Would Apple Really Give Sprint iPhone 5 Exclusivity? Don't Bet On It

October 3, 2011
When Tim Cook announces a Sprint iPhone tomorrow (as he likely will), it will come at a great cost to the No. 3 U.S. carrier. According to The Wall Street Journal, Sprint’s CEO Dan Hesse was so adamant to get the iPhone, he basically bet the company’s future on it. Accordingly, the company has promised Apple it will buy 30.5 million iPhones over the next four years at the total cost of $20 billion. As such, Sprint doesn’t expect to make a dime on the new handset until at least 2014. Says Hess, this “bet-the-company” deal is to stop the “number 1 reason customers leave or switch (from Sprint.)" The Verge concludes the Sprint/Apple deal could actual work:
Assuming Sprint does get the phone under these terms, the math isn’t actually terrible. Sprint would have to sell just under eight million iPhones a year to meet its commitment, and the company’s latest financials indicate that some nine percent of subscribers upgrade each quarter, or around 12 million a year. Assuming the carrier can sell just four million iPhones a year to those upgraders, it’ll have to take just another four million customers away from AT&T and Verizon — about a quarter of yearly US iPhone sales. That doesn’t seem too impossible, especially given Sprint’s aggressively-priced unlimited data plans — plans Dan Hesse has pledged to keep.

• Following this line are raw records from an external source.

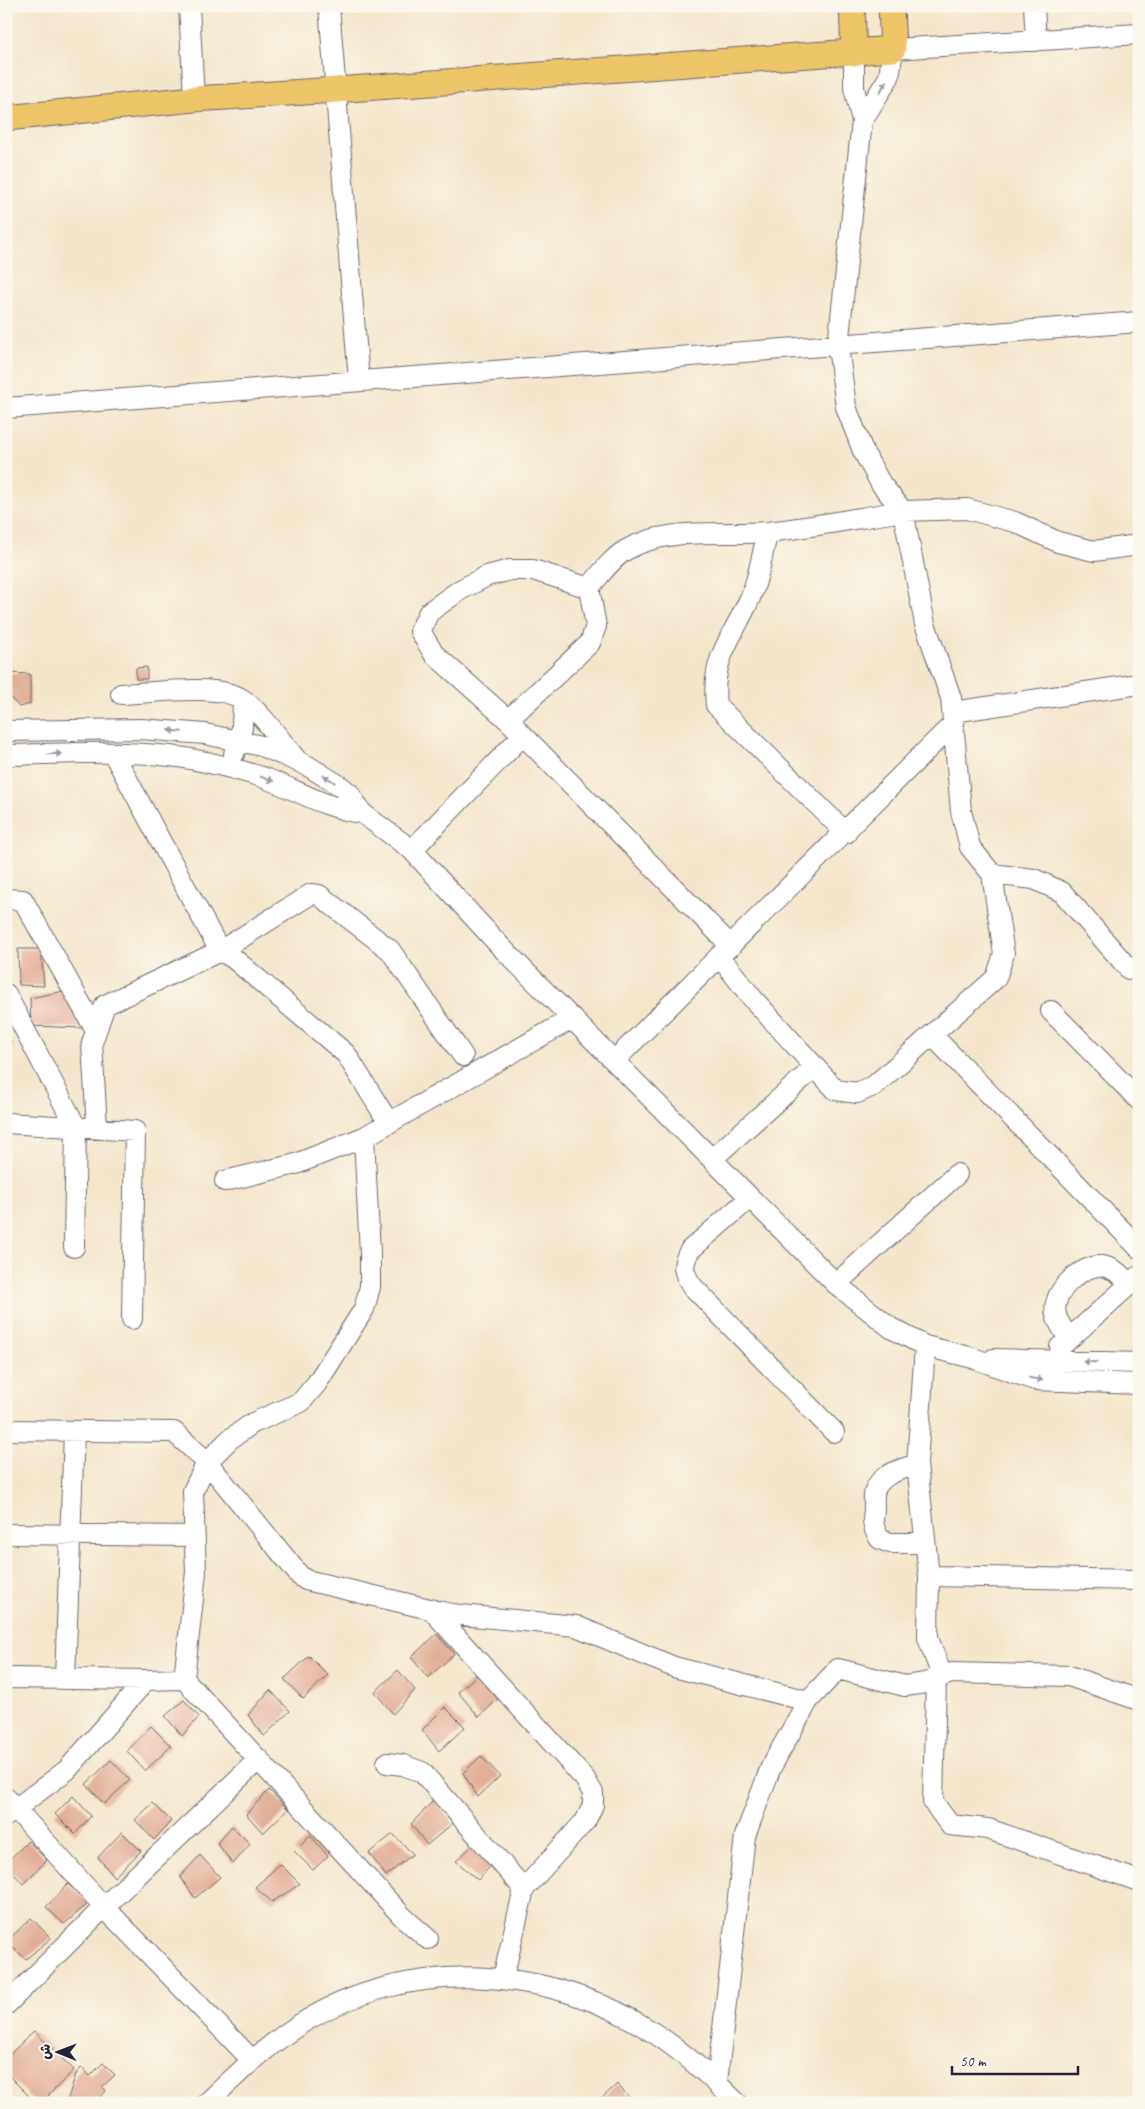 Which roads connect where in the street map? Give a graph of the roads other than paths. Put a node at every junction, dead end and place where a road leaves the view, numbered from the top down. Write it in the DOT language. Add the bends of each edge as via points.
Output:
graph roads {
  1 [pos="189,6"];
  2 [pos="329,6"];
  3 [pos="852,6"];
  4 [pos="891,6"];
  5 [pos="1034,6"];
  6 [pos="1139,34"];
  7 [pos="1036,41"];
  8 [pos="893,49"];
  9 [pos="854,53"];
  10 [pos="336,90"];
  11 [pos="194,99"];
  12 [pos="6,118"];
  13 [pos="862,121"];
  14 [pos="1139,322"];
  15 [pos="838,346"];
  16 [pos="359,381"];
  17 [pos="6,408"];
  18 [pos="903,511"];
  19 [pos="768,532"];
  20 [pos="1139,545"];
  21 [pos="589,588"];
  22 [pos="1139,684"];
  23 [pos="121,694"];
  24 [pos="244,700"];
  25 [pos="953,718"];
  26 [pos="508,720"];
  27 [pos="6,731"];
  28 [pos="523,735"];
  29 [pos="238,741"];
  30 [pos="113,753"];
  31 [pos="6,755"];
  32 [pos="299,762"];
  33 [pos="229,768"];
  34 [pos="362,813"];
  35 [pos="846,833"];
  36 [pos="412,850"];
  37 [pos="992,874"];
  38 [pos="6,899"];
  39 [pos="220,951"];
  40 [pos="725,952"];
  41 [pos="1139,972"];
  42 [pos="6,994"];
  43 [pos="1051,1011"];
  44 [pos="573,1018"];
  45 [pos="96,1031"];
  46 [pos="932,1035"];
  47 [pos="463,1056"];
  48 [pos="614,1061"];
  49 [pos="814,1067"];
  50 [pos="1139,1100"];
  51 [pos="389,1123"];
  52 [pos="6,1124"];
  53 [pos="76,1127"];
  54 [pos="97,1128"];
  55 [pos="364,1137"];
  56 [pos="712,1159"];
  57 [pos="957,1174"];
  58 [pos="225,1180"];
  59 [pos="750,1198"];
  60 [pos="74,1247"];
  61 [pos="1139,1248"];
  62 [pos="1135,1280"];
  63 [pos="836,1284"];
  64 [pos="132,1319"];
  65 [pos="1069,1339"];
  66 [pos="925,1346"];
  67 [pos="973,1358"];
  68 [pos="1045,1360"];
  69 [pos="1139,1363"];
  70 [pos="1139,1384"];
  71 [pos="6,1430"];
  72 [pos="74,1432"];
  73 [pos="834,1432"];
  74 [pos="207,1462"];
  75 [pos="918,1464"];
  76 [pos="6,1534"];
  77 [pos="71,1535"];
  78 [pos="194,1536"];
  79 [pos="924,1543"];
  80 [pos="929,1576"];
  81 [pos="1139,1580"];
  82 [pos="430,1609"];
  83 [pos="939,1677"];
  84 [pos="6,1678"];
  85 [pos="64,1679"];
  86 [pos="184,1679"];
  87 [pos="146,1680"];
  88 [pos="1139,1700"];
  89 [pos="808,1701"];
  90 [pos="258,1760"];
  91 [pos="387,1763"];
  92 [pos="9,1807"];
  93 [pos="1139,1881"];
  94 [pos="524,1889"];
  95 [pos="104,1907"];
  96 [pos="428,1939"];
  97 [pos="503,1978"];
  98 [pos="6,2005"];
  99 [pos="252,2060"];
  100 [pos="717,2082"];
  101 [pos="207,2103"];
  102 [pos="737,2103"];
  1 -- 11 [label="street"];
  2 -- 10 [label="street"];
  3 -- 9 [label="main road"];
  4 -- 8 [label="main road"];
  5 -- 7 [label="street"];
  6 -- 7 [label="street"];
  7 -- 8 [label="street"];
  8 -- 9 [label="main road"];
  13 -- 8 [label="street, one-way" via="889,77"];
  9 -- 10 [label="main road"];
  9 -- 13 [label="street" via="854,88"];
  10 -- 11 [label="main road"];
  10 -- 16 [label="street"];
  11 -- 12 [label="main road"];
  13 -- 15 [label="street"];
  14 -- 15 [label="street"];
  15 -- 16 [label="street"];
  15 -- 18 [label="street" via="846,407 863,452 881,484"];
  16 -- 17 [label="street"];
  18 -- 19 [label="street"];
  18 -- 20 [label="street" via="967,509 1015,522 1058,542 1094,551"];
  18 -- 25 [label="street" via="925,624 951,698"];
  19 -- 21 [label="street" via="670,536 647,541 608,565"];
  19 -- 35 [label="street" via="751,597 719,660 714,684 716,705"];
  21 -- 26 [label="street" via="596,626 590,643"];
  21 -- 26 [label="street" via="533,570 510,570 487,576 429,612 420,631 434,654"];
  22 -- 25 [label="street"];
  23 -- 24 [label="street" via="212,690 228,692"];
  24 -- 29 [label="street"];
  24 -- 32 [label="street"];
  25 -- 35 [label="street"];
  25 -- 37 [label="street" via="961,811 970,847"];
  26 -- 28 [label="street"];
  29 -- 27 [label="street, one-way" via="205,734 141,729"];
  28 -- 36 [label="street"];
  28 -- 40 [label="street"];
  29 -- 32 [label="street" via="262,746"];
  29 -- 33 [label="street"];
  31 -- 30 [label="street, one-way"];
  30 -- 33 [label="street" via="172,756"];
  30 -- 39 [label="street"];
  34 -- 32 [label="street, one-way" via="349,793"];
  33 -- 34 [label="street, one-way" via="275,782 329,806"];
  34 -- 36 [label="street"];
  35 -- 40 [label="street"];
  36 -- 44 [label="street" via="500,947"];
  37 -- 41 [label="street" via="1034,880 1062,892 1129,969"];
  37 -- 46 [label="street" via="1004,954 996,978"];
  38 -- 45 [label="street" via="23,900"];
  39 -- 45 [label="street" via="105,1005"];
  39 -- 47 [label="street" via="311,894 320,895 390,950"];
  39 -- 51 [label="street" via="233,958 346,1054"];
  40 -- 48 [label="street"];
  40 -- 49 [label="street" via="753,999"];
  42 -- 53 [label="street"];
  43 -- 50 [label="street"];
  44 -- 48 [label="street"];
  44 -- 51 [label="street"];
  45 -- 54 [label="street" via="92,1042"];
  46 -- 49 [label="street" via="875,1085 857,1093 836,1090"];
  46 -- 61 [label="street"];
  48 -- 56 [label="street"];
  49 -- 56 [label="street"];
  51 -- 55 [label="street"];
  52 -- 53 [label="street"];
  53 -- 54 [label="street"];
  53 -- 60 [label="street"];
  54 -- 64 [label="street" via="135,1131"];
  55 -- 58 [label="street" via="296,1164"];
  55 -- 74 [label="street" via="370,1287 364,1309 317,1383 301,1402 253,1423 230,1439"];
  56 -- 59 [label="street"];
  57 -- 63 [label="street"];
  59 -- 63 [label="street"];
  59 -- 73 [label="street" via="690,1250 684,1261 685,1275"];
  62 -- 65 [label="street"];
  62 -- 65 [label="street" via="1102,1266 1081,1272 1057,1297 1055,1305 1056,1316"];
  63 -- 66 [label="street" via="891,1328"];
  65 -- 68 [label="street"];
  66 -- 67 [label="street"];
  66 -- 75 [label="street"];
  67 -- 68 [label="street"];
  67 -- 70 [label="street, one-way" via="1035,1380"];
  69 -- 68 [label="street, one-way"];
  71 -- 72 [label="street"];
  72 -- 74 [label="street" via="174,1432"];
  72 -- 77 [label="street"];
  74 -- 78 [label="street" via="193,1491"];
  74 -- 82 [label="street" via="306,1580"];
  75 -- 79 [label="street"];
  75 -- 79 [label="street" via="892,1472 882,1479 875,1489 873,1520 880,1540"];
  76 -- 77 [label="street"];
  77 -- 78 [label="street"];
  77 -- 85 [label="street"];
  78 -- 86 [label="street" via="196,1572"];
  79 -- 80 [label="street"];
  80 -- 81 [label="street"];
  80 -- 83 [label="street" via="928,1638"];
  82 -- 89 [label="street" via="451,1614 576,1626 674,1667"];
  82 -- 94 [label="street" via="586,1779 593,1793 593,1805 586,1820"];
  83 -- 88 [label="street" via="951,1672 1069,1676"];
  83 -- 89 [label="street" via="905,1686 838,1669"];
  83 -- 93 [label="street" via="933,1802 950,1825 988,1829"];
  84 -- 85 [label="street"];
  85 -- 87 [label="street"];
  86 -- 87 [label="street"];
  86 -- 90 [label="street"];
  87 -- 92 [label="street" via="67,1770"];
  89 -- 100 [label="street" via="771,1767 745,1836"];
  90 -- 95 [label="street"];
  90 -- 96 [label="street" via="403,1917"];
  91 -- 94 [label="street" via="422,1772"];
  92 -- 95 [label="street"];
  94 -- 97 [label="street"];
  95 -- 98 [label="street"];
  95 -- 99 [label="street"];
  97 -- 99 [label="street" via="442,1978 362,1996 300,2024"];
  97 -- 100 [label="street" via="550,1987 622,2014 687,2056"];
  99 -- 101 [label="street"];
  100 -- 102 [label="street"];
}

The biggest rumor about this comes from BGR, which says Sprint will be the iPhone 5's exclusive carrier in the U.S. In other words, AT&T and Verizon will only get the less expensive iPhone 4S. However, we can't say we believe this. For one, would Apple really do that not just to AT&T and Verizon, but to their loyal customers as well? Second, there is a reason Sprint is the No. 3 U.S. carrier, as their footprint isn't nearly as large as the other two. While we don't believe for a minute Sprint would get the iPhone 5 exclusively, the agreement could give the company exclusive rights to the less expensive iPhone 4S. Yet, who knows. Luckily, we'll get all the answers very, very soon. For what it's worth, BGR states:
I have been told that Sprint will be getting the iPhone 5 — yes the real iPhone 5, not the iPhone 4S — as an exclusive. And it will be a 4G WiMAX device. AT&T and Verizon would launch the iPhone 4S and get the iPhone 5 some time in the first quarter of next year as an LTE device. Globally, the iPhone 5 might be available as a 4G HSPA+ device.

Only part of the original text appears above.